RALEIGH – Sometimes you win. Sometimes you lose.

And sometimes a loss still gives you a win.

The North Carolina General Assembly is back in town. Lawmakers will tackle two tasks this week. One is to approve new legislative and congressional maps for the 2012 elections and beyond. The Republicans have the votes and will pass their redistricting plans, flawed as they are.

The other task will be the legislature’s attempt to override some of Gov. Beverly Perdue’s 2011 vetoes. With their veto-proof majority in the state senate, Republicans have already overruled the governor’s objections on several key bills. The real action is in the state house, where an override requires a bipartisan vote.

Let’s contrast the fates of two major pieces of legislation: a regulatory-reform measure and a voter ID bill.

On regulation, Gov. Perdue entered the 2011 legislative session expressing clear support for major reform ideas such as weighing the costs and benefits of proposed rules and limiting the disparate impact of regulation on small business. But when a regulatory-reform bill passed both houses with large, bipartisan majorities, Perdue decided to veto it.

Why? Environmental extremists credited her with stopping regulatory reform because it would prevent the state from protecting air quality, water quality, and human health. But not only were they wrong about the issue, they were also putting words in the governor’s mouth. Her explanation for the veto was a technical one: that a provision straightening out longstanding problems with administrative law judges is a violation of the constitutional separation of powers.

Republican leaders and lawyers rejected her contention. So did key Democratic leaders and lawyers, including Senate Minority Leader Martin Nesbitt.

Under current law, if a regulated party challenges a state regulatory agency over a contested rule, the matter goes before an administrative law judge. If the regulatory agency doesn’t like what the judge says, it can ignore it. The regulated party must then appeal to a local court of law.

The bill fixes the problem by making the administrative law judge’s ruling binding on the agency. Both sides could still appeal to the local court. But if an agency can overrule an adverse finding of an administrative law judge, what’s the point of having administrative law judges?

Contrary to Perdue’s claim, there was no separation of powers problem here. Administrative law judges aren’t employees of the judicial branch.
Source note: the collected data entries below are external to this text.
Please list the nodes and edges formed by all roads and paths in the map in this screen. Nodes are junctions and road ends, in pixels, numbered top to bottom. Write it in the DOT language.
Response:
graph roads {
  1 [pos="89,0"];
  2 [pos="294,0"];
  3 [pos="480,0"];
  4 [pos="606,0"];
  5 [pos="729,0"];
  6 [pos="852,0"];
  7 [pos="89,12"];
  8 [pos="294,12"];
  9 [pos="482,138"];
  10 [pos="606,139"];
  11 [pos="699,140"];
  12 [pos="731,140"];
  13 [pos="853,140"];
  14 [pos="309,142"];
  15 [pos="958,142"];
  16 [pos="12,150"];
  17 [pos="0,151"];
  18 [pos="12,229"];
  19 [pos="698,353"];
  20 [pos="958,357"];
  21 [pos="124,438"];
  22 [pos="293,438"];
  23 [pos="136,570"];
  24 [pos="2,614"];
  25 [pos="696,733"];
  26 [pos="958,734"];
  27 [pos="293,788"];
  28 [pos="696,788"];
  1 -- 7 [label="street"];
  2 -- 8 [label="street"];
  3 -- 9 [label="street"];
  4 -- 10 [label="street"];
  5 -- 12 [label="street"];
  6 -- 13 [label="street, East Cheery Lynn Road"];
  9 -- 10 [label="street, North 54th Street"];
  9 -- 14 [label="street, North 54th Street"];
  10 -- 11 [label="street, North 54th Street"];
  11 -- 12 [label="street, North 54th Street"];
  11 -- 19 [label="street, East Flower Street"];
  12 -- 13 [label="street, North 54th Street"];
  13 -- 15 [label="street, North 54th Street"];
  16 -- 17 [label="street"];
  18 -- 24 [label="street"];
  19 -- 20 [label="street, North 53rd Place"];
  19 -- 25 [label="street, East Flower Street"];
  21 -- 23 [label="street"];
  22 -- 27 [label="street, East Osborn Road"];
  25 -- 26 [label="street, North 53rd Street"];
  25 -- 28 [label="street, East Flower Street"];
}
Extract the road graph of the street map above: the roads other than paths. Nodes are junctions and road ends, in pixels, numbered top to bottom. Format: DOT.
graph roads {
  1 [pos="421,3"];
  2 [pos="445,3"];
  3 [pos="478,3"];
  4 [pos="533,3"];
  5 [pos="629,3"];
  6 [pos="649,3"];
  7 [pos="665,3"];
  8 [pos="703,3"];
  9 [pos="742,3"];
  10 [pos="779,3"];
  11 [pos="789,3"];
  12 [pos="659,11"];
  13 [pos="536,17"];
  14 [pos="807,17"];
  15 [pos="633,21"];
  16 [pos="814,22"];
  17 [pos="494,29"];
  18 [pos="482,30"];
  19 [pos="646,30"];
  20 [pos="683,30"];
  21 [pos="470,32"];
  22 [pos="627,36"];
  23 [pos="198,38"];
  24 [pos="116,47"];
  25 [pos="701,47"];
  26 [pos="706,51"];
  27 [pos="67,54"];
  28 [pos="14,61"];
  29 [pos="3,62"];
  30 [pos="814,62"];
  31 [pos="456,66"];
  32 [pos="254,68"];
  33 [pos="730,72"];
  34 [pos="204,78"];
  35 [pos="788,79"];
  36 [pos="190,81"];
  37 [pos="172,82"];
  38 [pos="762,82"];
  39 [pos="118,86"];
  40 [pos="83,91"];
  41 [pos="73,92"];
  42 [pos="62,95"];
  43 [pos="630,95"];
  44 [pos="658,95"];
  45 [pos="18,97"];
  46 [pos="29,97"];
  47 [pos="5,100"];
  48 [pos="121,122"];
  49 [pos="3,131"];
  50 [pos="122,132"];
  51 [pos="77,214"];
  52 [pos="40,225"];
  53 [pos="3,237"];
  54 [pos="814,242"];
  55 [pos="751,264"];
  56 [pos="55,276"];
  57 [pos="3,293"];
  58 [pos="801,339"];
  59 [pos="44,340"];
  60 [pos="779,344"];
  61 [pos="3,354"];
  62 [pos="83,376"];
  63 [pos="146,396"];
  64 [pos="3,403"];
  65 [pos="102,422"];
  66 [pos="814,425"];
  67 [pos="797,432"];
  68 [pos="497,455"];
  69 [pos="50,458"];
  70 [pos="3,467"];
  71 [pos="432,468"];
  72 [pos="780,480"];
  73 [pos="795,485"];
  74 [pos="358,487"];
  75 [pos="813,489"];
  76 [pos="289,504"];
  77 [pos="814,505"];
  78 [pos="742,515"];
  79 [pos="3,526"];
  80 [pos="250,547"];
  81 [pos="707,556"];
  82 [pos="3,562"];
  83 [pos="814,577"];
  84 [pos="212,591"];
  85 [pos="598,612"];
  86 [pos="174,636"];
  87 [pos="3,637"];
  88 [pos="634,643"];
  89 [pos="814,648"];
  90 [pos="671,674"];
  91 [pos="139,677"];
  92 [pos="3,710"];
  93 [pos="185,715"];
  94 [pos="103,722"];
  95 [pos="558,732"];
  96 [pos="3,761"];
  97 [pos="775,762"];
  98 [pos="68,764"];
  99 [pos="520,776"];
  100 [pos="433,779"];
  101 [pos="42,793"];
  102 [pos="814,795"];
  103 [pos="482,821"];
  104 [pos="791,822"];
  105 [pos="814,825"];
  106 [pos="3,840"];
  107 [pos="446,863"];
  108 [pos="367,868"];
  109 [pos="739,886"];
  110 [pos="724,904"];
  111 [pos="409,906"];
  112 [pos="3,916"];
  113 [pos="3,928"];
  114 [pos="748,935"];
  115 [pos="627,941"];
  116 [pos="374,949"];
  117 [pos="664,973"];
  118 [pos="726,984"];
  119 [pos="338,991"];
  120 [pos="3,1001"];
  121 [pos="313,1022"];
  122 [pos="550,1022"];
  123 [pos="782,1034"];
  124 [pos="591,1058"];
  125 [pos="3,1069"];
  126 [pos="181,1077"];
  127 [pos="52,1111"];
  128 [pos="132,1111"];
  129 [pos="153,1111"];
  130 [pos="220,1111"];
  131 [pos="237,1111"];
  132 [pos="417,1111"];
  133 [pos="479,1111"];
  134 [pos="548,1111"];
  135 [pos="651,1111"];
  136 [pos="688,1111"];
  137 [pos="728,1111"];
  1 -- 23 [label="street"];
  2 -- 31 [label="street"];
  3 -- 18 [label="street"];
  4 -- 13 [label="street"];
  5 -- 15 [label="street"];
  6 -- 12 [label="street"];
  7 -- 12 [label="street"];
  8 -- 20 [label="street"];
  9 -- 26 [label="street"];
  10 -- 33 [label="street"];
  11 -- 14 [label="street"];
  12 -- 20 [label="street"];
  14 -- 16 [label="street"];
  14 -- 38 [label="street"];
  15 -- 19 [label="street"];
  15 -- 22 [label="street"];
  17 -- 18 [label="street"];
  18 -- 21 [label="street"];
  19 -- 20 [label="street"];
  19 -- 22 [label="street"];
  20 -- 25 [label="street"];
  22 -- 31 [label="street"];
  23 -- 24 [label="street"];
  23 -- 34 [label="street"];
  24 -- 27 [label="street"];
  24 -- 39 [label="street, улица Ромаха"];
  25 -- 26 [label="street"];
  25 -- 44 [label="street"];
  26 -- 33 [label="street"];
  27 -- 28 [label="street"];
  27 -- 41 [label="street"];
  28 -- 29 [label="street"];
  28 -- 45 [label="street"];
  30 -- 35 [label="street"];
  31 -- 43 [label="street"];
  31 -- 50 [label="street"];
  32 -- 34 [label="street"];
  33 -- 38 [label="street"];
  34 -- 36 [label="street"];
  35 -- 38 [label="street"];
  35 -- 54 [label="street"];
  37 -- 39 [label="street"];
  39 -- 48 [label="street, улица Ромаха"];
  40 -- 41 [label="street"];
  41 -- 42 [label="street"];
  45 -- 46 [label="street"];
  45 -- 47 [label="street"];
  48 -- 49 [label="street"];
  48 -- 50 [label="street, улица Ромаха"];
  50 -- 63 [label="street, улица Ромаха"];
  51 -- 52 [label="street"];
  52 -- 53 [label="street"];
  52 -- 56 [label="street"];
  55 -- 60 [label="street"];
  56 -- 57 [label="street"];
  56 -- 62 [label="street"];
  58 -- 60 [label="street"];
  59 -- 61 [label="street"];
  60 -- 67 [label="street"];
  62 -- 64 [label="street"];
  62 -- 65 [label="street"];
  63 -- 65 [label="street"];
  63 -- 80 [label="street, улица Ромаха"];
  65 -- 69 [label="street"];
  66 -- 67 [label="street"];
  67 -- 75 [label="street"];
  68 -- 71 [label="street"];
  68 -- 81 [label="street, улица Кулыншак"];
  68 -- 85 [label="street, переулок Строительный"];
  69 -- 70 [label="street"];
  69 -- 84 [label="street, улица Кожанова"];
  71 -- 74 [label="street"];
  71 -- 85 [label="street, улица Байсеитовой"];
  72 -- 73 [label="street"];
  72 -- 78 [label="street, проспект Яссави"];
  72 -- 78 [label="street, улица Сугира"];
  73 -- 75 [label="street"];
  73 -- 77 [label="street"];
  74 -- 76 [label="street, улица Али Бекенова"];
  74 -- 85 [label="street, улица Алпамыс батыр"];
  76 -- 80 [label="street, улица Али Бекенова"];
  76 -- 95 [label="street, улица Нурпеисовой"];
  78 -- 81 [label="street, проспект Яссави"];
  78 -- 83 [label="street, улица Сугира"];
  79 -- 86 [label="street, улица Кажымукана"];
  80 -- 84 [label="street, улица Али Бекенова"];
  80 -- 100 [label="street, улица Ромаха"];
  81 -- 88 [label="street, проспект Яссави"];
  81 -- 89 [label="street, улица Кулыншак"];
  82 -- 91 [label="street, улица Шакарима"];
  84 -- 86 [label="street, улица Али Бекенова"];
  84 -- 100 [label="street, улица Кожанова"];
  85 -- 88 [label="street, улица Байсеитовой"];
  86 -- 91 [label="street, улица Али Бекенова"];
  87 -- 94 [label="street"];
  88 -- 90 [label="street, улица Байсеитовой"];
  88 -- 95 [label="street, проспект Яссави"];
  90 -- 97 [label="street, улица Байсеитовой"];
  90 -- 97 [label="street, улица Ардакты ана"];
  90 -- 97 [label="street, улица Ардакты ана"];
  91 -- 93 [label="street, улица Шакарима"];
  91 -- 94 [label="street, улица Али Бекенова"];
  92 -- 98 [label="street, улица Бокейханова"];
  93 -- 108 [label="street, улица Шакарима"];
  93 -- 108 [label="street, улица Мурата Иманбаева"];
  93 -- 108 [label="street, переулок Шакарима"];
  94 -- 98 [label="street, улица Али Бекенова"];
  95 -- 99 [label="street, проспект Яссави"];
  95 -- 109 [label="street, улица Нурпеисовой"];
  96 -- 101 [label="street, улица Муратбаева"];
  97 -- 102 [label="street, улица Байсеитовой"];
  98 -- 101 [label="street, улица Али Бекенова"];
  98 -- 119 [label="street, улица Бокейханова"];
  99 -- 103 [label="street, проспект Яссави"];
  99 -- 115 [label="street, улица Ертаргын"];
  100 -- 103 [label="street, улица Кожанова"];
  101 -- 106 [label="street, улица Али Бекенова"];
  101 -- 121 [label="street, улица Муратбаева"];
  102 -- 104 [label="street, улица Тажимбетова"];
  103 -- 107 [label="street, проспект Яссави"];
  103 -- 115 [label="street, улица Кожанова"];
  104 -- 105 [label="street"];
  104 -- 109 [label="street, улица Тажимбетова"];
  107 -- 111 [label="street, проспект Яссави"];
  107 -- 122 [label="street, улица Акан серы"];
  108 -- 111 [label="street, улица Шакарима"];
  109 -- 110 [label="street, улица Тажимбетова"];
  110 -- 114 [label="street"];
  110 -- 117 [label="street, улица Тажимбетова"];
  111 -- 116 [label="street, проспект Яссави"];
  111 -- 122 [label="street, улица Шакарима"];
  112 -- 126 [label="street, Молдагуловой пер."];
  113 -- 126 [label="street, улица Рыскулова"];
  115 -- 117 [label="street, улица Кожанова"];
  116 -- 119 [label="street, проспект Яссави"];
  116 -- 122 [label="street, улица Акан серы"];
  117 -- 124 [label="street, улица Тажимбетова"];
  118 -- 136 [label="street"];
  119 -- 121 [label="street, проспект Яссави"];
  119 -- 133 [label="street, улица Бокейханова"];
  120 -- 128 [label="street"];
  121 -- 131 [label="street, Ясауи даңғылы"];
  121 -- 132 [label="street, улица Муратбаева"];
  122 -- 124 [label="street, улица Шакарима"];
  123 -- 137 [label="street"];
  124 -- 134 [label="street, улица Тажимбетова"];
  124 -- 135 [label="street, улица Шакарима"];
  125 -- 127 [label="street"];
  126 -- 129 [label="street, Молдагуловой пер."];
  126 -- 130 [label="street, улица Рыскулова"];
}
They may not be under Perdue’s direct control, either, but in North Carolina we don’t confer all administrative power to a single elected governor.

On Monday afternoon, the House overturned Perdue’s veto of regulatory reform by a 76 to 42 margin. It was a clear loss for the governor (and a clear win for the state’s economy).

The situation is not so clear-cut with respect to another key veto, of the voter ID bill. We all know the arguments for and against a requirement that North Carolina voters present a valid photo ID at the polling place. There’s a tradeoff between election access and election integrity. On balance, I think the case for the requirement is stronger.

The number of legitimate voters blocked from voting should be minimal, based on experience in other states and the availability of free IDs for voters who lack them. The benefits include a lower risk of voter fraud and greater public confidence that their legitimate votes are not being cancelled out by illegitimate ones.

However, most Democrats don’t see it that way. They argue that whatever benefits the bill might bring aren’t worth the costs. It seems unlikely that enough House members will cross the aisle to overturn Perdue’s veto.

The Democrats’ problem is that such a “victory” is really a loss, politically speaking. Whether Democrats like it or not, the vast majority of North Carolinians favor photo ID. They will look at opposition to photo ID with suspicion. It will give Pat McCrory an effective weapon against Perdue in the 2012 gubernatorial election.

If Democrats understand this and are willing to take the political hit for their principles, I can respect that. If they don’t understand it, they are deluding themselves.

Hood is president of the John Locke Foundation.